Two fashion designers have found a way to create special garments for their clients by using psychological methods and environment-friendly materials.
In a world where instant gratification has become the norm, mass production has inched its way to the front of the fashion race and understandably so. Unless you make a decent amount of money, customized clothing services are hard to buy.
JoAnn Jack, an instructor for merchandise marketing and product development at the prestigious Fashion Institute of Design and Merchandising, noted that unless a designer is producing evening gowns or wedding dresses, custom work is not worth the time or investment. People want a certain piece of clothing immediately, making custom clothing an extremely difficult business for fashion designers to dive into and survive financially.
“It doesn’t work because people won’t pay for it,” Jack said.

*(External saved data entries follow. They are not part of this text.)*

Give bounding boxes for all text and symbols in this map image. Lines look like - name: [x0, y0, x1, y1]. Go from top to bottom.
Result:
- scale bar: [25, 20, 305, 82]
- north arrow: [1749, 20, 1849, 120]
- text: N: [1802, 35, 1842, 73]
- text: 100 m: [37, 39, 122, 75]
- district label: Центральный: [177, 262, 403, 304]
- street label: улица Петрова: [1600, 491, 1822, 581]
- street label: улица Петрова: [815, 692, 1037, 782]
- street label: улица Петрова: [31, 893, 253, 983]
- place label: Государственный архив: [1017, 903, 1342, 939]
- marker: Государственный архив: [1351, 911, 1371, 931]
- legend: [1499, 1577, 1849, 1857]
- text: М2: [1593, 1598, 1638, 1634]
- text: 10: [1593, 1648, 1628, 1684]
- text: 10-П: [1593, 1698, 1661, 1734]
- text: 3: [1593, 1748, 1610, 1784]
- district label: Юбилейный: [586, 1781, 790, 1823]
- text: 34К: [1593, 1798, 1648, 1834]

But designers Melissa Hendrix of South Park men’s clothing boutique, Crow Thief, and Victoria Roberts of the dressmaking business, WishNow, have each developed their own unique way to sell their custom services and make a living along with the revenue made from their regular clothing lines.
MULTIMEDIA: Designer Victoria Roberts talks about her love for creating custom fashion designs for her clients at WishNow.
Psychology is applied to clothing
For Victoria Roberts, the face behind WishNow designs, a thorough personality evaluation of her customer is the key ingredient to creating a masterpiece, whether it means coming up with a customized dress with huge, invisible pockets or a ready-to-wear ensemble.
Roberts begins by meeting with her client and getting to know them on a personal level. During their conversation, she learns several things that impact her client’s life; their economic background, social status, education and their likes and dislikes.
As a former psychology minor, she figures out the reason behind her client’s quirks, such as why they like to wear long sleeves.
“Because when they [the client] were a child, they may have been very active and had too many scars,” Roberts said.
Many of the questions that Roberts asks her clients include:
- What is your favorite color?
- What was your favorite candy as a child?
- Where did you grow up?
According to Jack, one glaring problem that many designers who specialize in custom design face is the possibility that their customer will not buy the finished product. But Roberts avoids this dilemma by including her clients in the designing process.
“The best part is the excitement that they get, because they feel like they’re putting themselves into it,” she said. “People put more love into it.”
After her client’s personality profile is finished, Roberts uses her newfound knowledge to create a dress that is meaningful to her customer. The personalized touches added into the dress-design would leave the client with no choice but to fall in love with it.
“I like to think of each of my dresses like a scrapbook of your personality,” Roberts said.
In the end, the final product becomes an heirloom that would not be easily discarded into a bag of donated clothing. Roberts hopes that her dresses will be passed on to her customers’ daughters, granddaughters and nieces.
“You can send it down like a yearbook or like a keepsake,” she explained, “because it’s not something you want to get rid of. It’s something that’s a part of you.”
Handcrafted clothing is a hit among customers
When Melissa Hendrix started her business, Crow Thief, in 2008, she began to offer men’s clothing and customization services to customers in need of something a little different. Now her clothing line and custom services can be located in South Park, San Diego.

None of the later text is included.